For both of you. Your father says hi. Your tía says she was right.

Nikolai tastes the rice and beans and is quiet for three seconds, which is the Nikolai version of a standing ovation.

"Your mother," he says, "is a better cook than I am."

"I know."

"This is not a compliment I give."

"I know."

He eats a second serving. I watch him eat my mother's food in our kitchen and the watching is the warmest thing I have felt since the Beltline doorway. My mother's food in Nikolai's hands. The Cuban in the Russian. The Tampa in the Atlanta. The crossing of every line that the performance was designed to prevent.

The sofrito goes in the cabinet next to the pasta.

The cabinet holds both.

NIKOLAI

The apartment is not immaculate.

This is a statement that, three months ago, would have constituted a crisis. Three months ago, a coffee mug left on the counter would have been corrected within minutes. A shoe out of alignment would have been repositioned. A book left face-down (spine cracking, page edges bending, the physical mistreatment of a bound object) would have been closed, bookmarked, and returned to the shelf.

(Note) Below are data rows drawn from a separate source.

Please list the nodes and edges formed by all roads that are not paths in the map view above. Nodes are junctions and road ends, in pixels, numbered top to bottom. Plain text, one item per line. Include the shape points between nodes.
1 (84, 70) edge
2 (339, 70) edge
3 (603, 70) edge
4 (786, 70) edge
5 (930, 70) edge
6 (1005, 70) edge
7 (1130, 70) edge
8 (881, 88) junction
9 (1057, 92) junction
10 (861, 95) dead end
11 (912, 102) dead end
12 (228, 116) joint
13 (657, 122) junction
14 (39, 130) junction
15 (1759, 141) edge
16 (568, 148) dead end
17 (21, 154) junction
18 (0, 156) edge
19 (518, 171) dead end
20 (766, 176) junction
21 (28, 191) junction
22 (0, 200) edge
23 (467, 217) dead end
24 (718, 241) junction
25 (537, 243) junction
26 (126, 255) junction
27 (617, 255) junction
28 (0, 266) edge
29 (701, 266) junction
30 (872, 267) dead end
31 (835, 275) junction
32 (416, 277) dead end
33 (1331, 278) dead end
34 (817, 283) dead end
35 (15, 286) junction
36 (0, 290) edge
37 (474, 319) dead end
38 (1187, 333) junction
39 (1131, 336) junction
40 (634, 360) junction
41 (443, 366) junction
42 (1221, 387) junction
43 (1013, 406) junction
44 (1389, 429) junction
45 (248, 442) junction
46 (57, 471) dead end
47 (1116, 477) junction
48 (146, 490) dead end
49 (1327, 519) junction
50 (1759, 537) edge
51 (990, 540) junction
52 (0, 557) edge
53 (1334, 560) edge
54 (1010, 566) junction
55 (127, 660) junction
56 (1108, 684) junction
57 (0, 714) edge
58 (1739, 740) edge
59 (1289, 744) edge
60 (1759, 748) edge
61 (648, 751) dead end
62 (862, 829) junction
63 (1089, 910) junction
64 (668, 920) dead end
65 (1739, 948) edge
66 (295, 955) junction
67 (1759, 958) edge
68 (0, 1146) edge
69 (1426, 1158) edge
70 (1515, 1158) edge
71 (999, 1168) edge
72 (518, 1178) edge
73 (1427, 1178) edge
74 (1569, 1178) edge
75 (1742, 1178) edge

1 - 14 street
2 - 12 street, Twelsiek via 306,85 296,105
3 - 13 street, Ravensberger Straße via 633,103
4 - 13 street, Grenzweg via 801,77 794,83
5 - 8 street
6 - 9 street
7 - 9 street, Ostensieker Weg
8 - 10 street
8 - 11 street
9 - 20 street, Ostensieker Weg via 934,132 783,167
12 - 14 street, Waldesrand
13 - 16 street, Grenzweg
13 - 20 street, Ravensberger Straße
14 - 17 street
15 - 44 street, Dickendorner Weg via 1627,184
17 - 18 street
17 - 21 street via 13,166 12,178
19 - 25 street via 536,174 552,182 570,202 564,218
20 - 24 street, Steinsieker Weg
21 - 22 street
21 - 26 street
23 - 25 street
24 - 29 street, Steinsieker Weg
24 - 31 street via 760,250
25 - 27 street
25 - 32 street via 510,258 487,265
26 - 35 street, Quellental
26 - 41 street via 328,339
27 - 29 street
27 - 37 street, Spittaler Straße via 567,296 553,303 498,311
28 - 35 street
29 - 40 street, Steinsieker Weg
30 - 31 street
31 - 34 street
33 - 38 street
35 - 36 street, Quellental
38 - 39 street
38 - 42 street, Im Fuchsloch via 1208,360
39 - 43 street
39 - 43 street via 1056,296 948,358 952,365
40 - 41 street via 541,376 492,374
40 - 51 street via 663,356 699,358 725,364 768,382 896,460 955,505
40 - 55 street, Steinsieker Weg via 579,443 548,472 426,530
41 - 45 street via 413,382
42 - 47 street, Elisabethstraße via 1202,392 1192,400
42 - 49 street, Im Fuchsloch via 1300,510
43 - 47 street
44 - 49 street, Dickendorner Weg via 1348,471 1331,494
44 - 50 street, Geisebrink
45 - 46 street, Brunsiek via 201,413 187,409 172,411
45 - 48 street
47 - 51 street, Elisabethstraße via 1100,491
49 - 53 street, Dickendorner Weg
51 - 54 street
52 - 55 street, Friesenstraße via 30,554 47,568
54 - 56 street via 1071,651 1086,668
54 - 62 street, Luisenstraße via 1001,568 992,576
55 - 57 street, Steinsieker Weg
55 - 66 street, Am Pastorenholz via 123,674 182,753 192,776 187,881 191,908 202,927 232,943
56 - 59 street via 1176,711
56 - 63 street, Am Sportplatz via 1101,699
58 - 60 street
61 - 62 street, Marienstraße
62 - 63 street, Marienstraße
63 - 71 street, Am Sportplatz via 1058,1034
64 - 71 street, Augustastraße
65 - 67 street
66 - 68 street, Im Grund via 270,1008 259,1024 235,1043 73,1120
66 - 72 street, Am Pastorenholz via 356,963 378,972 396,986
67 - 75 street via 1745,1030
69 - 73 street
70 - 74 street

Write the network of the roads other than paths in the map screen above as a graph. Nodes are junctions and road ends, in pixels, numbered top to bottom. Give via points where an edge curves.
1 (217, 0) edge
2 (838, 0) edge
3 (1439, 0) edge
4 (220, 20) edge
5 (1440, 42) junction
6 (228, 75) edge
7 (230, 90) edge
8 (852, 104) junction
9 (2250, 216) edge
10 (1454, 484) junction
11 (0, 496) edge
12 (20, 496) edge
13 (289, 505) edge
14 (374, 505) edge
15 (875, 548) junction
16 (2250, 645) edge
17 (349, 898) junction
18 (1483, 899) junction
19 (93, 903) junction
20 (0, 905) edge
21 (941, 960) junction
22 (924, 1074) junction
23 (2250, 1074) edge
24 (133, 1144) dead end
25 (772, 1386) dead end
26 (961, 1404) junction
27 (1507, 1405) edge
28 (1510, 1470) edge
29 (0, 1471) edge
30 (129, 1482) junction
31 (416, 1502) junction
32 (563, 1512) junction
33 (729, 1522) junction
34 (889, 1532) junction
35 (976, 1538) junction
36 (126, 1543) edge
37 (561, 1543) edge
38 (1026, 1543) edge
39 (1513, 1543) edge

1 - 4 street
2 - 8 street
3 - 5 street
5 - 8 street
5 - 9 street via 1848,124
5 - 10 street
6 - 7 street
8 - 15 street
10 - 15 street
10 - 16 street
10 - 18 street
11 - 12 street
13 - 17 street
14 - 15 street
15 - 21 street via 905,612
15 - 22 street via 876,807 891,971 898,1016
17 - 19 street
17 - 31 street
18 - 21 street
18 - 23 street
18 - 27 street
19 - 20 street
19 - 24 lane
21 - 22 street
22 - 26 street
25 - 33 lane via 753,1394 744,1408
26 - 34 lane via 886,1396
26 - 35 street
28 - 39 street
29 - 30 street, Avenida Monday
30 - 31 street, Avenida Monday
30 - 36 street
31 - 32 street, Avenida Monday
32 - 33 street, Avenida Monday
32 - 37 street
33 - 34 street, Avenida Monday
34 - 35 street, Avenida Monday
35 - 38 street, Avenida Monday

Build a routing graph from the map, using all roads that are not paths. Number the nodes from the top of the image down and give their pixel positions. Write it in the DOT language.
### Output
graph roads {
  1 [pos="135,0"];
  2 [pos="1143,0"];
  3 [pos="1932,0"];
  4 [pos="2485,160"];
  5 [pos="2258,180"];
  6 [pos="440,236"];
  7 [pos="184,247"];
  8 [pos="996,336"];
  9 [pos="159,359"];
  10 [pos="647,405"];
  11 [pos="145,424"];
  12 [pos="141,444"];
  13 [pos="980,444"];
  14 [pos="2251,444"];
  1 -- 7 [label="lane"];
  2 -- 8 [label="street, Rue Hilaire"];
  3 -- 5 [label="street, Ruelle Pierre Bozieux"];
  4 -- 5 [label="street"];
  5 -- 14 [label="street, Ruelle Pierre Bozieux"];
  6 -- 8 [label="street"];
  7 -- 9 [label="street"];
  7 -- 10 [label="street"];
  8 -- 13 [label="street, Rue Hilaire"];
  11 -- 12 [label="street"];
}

The apartment is not immaculate and I am sitting on the couch looking at the not-immaculate and feeling nothing resembling crisis.

Eli's sneakers are by the door. The left sneaker is upright. The right sneaker is on its side. The asymmetry is permanent. I have tried to correct the right sneaker. The right sneaker resists correction the way Eli resists correction: by reverting to its natural state within hours, as if the correcting never happened.